На мой (не теоретика) взгляд — все же стихи.
Просто алёхинская строка длиннее и потому «тяжелее» (нагруженнее смыслами, образами, созвучиями) среднепоэтической. Поэтому и «летают» эти стихи пониже, поближе к растениям, предметам, механизмам, их фактуре и расцветке.
Как раз на уровне «полета жука».
Мария Рыбакова. Гнедич: Роман. М.: Время, 2011. — 112 с. Тираж 1500 экз.
Роман, как значится в оглавлении. Больше, разумеется, «Рукописи…» Алёхина, но не так уж намного. Чуть более ста страниц поэтического — подчеркиваю — текста формата А5.

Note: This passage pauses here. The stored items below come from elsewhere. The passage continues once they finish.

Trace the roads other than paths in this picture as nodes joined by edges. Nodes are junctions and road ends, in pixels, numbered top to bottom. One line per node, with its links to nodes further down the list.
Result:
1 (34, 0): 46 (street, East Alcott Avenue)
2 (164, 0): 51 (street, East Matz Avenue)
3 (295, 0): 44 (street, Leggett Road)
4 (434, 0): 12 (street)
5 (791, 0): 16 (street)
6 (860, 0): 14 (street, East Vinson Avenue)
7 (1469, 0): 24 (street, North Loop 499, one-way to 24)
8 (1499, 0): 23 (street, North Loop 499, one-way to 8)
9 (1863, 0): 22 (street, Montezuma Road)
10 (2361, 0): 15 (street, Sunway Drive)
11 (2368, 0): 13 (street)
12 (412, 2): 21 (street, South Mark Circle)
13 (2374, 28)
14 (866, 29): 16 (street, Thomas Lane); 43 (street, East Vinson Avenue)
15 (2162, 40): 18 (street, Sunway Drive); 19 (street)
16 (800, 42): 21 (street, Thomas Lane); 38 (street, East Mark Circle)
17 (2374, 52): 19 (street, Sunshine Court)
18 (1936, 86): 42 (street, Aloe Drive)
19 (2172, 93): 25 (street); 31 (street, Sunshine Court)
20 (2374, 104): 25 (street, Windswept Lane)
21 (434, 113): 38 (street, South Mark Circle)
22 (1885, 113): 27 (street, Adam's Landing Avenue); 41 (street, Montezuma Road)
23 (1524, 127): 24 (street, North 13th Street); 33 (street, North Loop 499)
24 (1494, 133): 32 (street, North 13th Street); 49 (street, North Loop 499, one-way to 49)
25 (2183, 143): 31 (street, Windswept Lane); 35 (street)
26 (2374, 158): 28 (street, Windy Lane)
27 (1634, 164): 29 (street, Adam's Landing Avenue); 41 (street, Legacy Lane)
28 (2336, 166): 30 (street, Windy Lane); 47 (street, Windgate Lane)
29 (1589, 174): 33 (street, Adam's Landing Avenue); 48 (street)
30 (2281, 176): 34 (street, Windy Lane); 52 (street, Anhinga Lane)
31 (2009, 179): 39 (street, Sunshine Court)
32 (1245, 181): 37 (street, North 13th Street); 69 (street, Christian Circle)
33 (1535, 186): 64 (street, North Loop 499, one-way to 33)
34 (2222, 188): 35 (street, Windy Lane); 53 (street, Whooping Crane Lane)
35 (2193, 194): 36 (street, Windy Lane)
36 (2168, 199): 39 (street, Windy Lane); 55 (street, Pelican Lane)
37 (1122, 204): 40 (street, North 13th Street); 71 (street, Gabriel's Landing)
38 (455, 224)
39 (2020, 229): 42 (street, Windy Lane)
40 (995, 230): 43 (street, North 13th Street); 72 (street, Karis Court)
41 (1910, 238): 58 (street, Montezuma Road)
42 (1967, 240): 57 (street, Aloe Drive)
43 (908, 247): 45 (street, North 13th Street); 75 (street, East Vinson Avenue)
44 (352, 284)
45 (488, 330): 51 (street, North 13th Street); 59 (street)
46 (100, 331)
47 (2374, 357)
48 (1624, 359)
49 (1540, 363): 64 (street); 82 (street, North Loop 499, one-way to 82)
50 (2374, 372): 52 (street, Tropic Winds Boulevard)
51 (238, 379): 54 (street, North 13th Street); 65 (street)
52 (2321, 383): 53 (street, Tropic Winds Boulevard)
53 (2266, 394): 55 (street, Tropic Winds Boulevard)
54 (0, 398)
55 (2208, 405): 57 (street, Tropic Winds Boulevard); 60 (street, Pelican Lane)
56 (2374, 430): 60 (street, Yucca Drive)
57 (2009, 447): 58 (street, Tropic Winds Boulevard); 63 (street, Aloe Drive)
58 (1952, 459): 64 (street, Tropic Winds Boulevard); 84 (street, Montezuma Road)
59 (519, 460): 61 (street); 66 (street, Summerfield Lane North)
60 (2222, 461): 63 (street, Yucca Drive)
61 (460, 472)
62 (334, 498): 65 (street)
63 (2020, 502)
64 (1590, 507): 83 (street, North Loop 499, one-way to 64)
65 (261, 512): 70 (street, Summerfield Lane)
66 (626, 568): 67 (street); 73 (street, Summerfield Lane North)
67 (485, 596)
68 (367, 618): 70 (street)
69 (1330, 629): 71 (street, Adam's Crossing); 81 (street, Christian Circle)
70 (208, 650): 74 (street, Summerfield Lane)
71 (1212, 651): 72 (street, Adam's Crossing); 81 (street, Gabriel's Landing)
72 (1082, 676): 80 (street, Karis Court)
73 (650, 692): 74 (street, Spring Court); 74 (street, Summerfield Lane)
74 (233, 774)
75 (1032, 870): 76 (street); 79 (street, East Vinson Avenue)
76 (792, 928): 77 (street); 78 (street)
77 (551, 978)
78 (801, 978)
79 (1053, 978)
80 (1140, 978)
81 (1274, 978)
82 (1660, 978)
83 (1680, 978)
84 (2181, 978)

Честно перелистал снова весь роман (поэму?), пытаясь найти «ударную», показательную цитату. Не смог. Если у Алёхина каждую строчку можно цитировать отдельно, у Рыбаковой поэтическая энергия, драматизм возникает — и нарастает — на стыках монтируемых фрагментов ровного, эпически отстраненного повествования.
Старец идёт по кромке
многошумного моря
полюфлойсбос,
где валы на песке набегают с плеском,
с пеной, грохотом — и, шипя, отползают:
он безмолвный идёт по берегу
немолчношумящей пучины.
Море не слушает человека,
а человеку кажется,
что он понимает язык,
на котором с ним разговаривает
вода.
Каждый раз, когда от неё приносили записку,
он искал слово «твоя».
Бог мышей, исполни мою просьбу —
дай ей полюбить меня!
(Ничего не отвечает бог мышей,
только тихо скребётся в углу
и шуршит обоями
по ночам.)
Развернутая, многостраничная элегия. Сумрачное зрение одноглазого поэта; античность, но со скребущимся в ней мышиным хаосом. Девятнадцатый век, классицизм — с теневой, «звериной и стальной» его стороны.
Потом они молчали: что-то звериное и стальное
держало их в объятьях,
намного более прочных,
чем прикосновенье друзей друг к другу.
«Я прочитаю тебе стихи», — говорит Батюшков,
и Гнедич кивает, хотя и в полусне,
и слова, как реки, текут куда-то,
вместо того чтобы оставаться звуком…
Поэт целует прелести Хлои,
а кто эта Хлоя — неизвестно ему самому.
Златые кудри пахнут розами,
грудь лилейна, шаги легки;
поэт томится, но не совсем по-настоящему:
пастушка вот-вот придёт на свидание,
он ждёт ее под душистой сенью деревьев,
чьи ветви становятся всё длиннее, чернее и суше,
лес обступает поэта, безумием чёрный,
и тропинок уже не найти —
а поэт всё поёт о пастушке,
о луче, что вот-вот потухнет…
(Невольно вспоминаешь «Пастушку» Ирины Ермаковой из «Колыбельной для Одиссея»: «Она поёт поёт бездумно и всевластно / И день поёт и нощь она всегда поет / И в голосе её бесчинном и прекрасном / Таится торжество и рокот донных вод…» [107] Ермакова И. Колыбельная для Одиссея: Книга стихов. М.: Журнал поэзии «Арион», 2002. — С. 53.
).
«Гнедич» — редкое в современной поэзии (прозе?) повествование о поэте. Поэты как никогда много говорят о самих себе, но поэт как герой ушел из худлита, отступил в нон-фикшн, под серые крылья ЖЗЛ, в холодную литературоведческую тень. Рыбакова написала о поэте, о его мыслях, стихах, переводах, «через призму биографии». Талантливо, убедительно, печально. Безумие Батюшкова. Гнедич, умирающий от ulcera syphilitica . Бессонница, Гомер, тугие паруса…
Пора закругляться.
С сожалением оглядываю лежащие рядом с ноутбуком книги — Карасёва, Василевского, Хоменко. Еще несколько книжек в электронном виде дожидаются своей рецензионной очереди в чреве самого ноутбука. А уже появляются книги нового, двенадцатого года.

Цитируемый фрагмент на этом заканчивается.